Problem requirements ▸ Give the records below again exactly, and exclude each picture.

Records supplied ▸
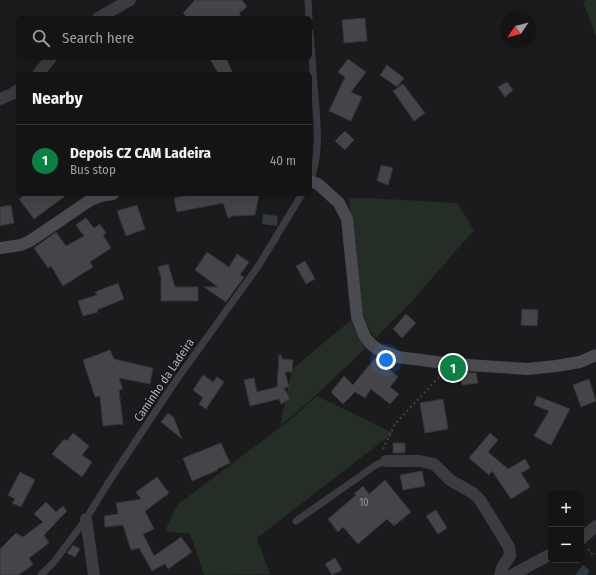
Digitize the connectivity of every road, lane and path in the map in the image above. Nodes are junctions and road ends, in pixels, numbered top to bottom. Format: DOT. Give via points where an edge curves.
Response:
graph roads {
  1 [pos="130,0"];
  2 [pos="308,0"];
  3 [pos="102,16"];
  4 [pos="309,16"];
  5 [pos="49,60"];
  6 [pos="312,60"];
  7 [pos="40,72"];
  8 [pos="16,91"];
  9 [pos="0,99"];
  10 [pos="312,176"];
  11 [pos="312,182"];
  12 [pos="100,196"];
  13 [pos="301,196"];
  14 [pos="0,248"];
  15 [pos="596,355"];
  16 [pos="452,364"];
  17 [pos="380,463"];
  18 [pos="86,519"];
  19 [pos="296,521"];
  20 [pos="596,526"];
  21 [pos="584,536"];
  22 [pos="548,556"];
  23 [pos="518,574"];
  24 [pos="41,575"];
  25 [pos="94,575"];
  26 [pos="500,575"];
  1 -- 3 [label="street"];
  2 -- 4 [label="lane"];
  5 -- 7 [label="street"];
  6 -- 10 [label="lane" via="317,126 316,156"];
  8 -- 9 [label="street"];
  11 -- 16 [label="main road" via="339,203 347,219 357,317 365,337 379,350 398,357"];
  12 -- 14 [label="main road" via="30,241"];
  13 -- 18 [label="lane, Caminho da Ladeira" via="259,265 175,382"];
  15 -- 16 [label="main road" via="580,362 528,369"];
  16 -- 17 [label="path" via="395,424"];
  17 -- 19 [label="lane"];
  17 -- 26 [label="street" via="420,461 434,464 450,480 473,493 509,547 510,556"];
  18 -- 24 [label="lane, Caminho da Ladeira"];
  18 -- 25 [label="street"];
  20 -- 21 [label="street"];
  22 -- 23 [label="street"];
}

Result for this task ▸
Digitize the connectivity of every road, lane and path in the map in the image above. Nodes are junctions and road ends, in pixels, numbered top to bottom. Format: DOT. Give via points where an edge curves.
Response:
graph roads {
  1 [pos="130,0"];
  2 [pos="308,0"];
  3 [pos="102,16"];
  4 [pos="309,16"];
  5 [pos="49,60"];
  6 [pos="312,60"];
  7 [pos="40,72"];
  8 [pos="16,91"];
  9 [pos="0,99"];
  10 [pos="312,176"];
  11 [pos="312,182"];
  12 [pos="100,196"];
  13 [pos="301,196"];
  14 [pos="0,248"];
  15 [pos="596,355"];
  16 [pos="452,364"];
  17 [pos="380,463"];
  18 [pos="86,519"];
  19 [pos="296,521"];
  20 [pos="596,526"];
  21 [pos="584,536"];
  22 [pos="548,556"];
  23 [pos="518,574"];
  24 [pos="41,575"];
  25 [pos="94,575"];
  26 [pos="500,575"];
  1 -- 3 [label="street"];
  2 -- 4 [label="lane"];
  5 -- 7 [label="street"];
  6 -- 10 [label="lane" via="317,126 316,156"];
  8 -- 9 [label="street"];
  11 -- 16 [label="main road" via="339,203 347,219 357,317 365,337 379,350 398,357"];
  12 -- 14 [label="main road" via="30,241"];
  13 -- 18 [label="lane, Caminho da Ladeira" via="259,265 175,382"];
  15 -- 16 [label="main road" via="580,362 528,369"];
  16 -- 17 [label="path" via="395,424"];
  17 -- 19 [label="lane"];
  17 -- 26 [label="street" via="420,461 434,464 450,480 473,493 509,547 510,556"];
  18 -- 24 [label="lane, Caminho da Ladeira"];
  18 -- 25 [label="street"];
  20 -- 21 [label="street"];
  22 -- 23 [label="street"];
}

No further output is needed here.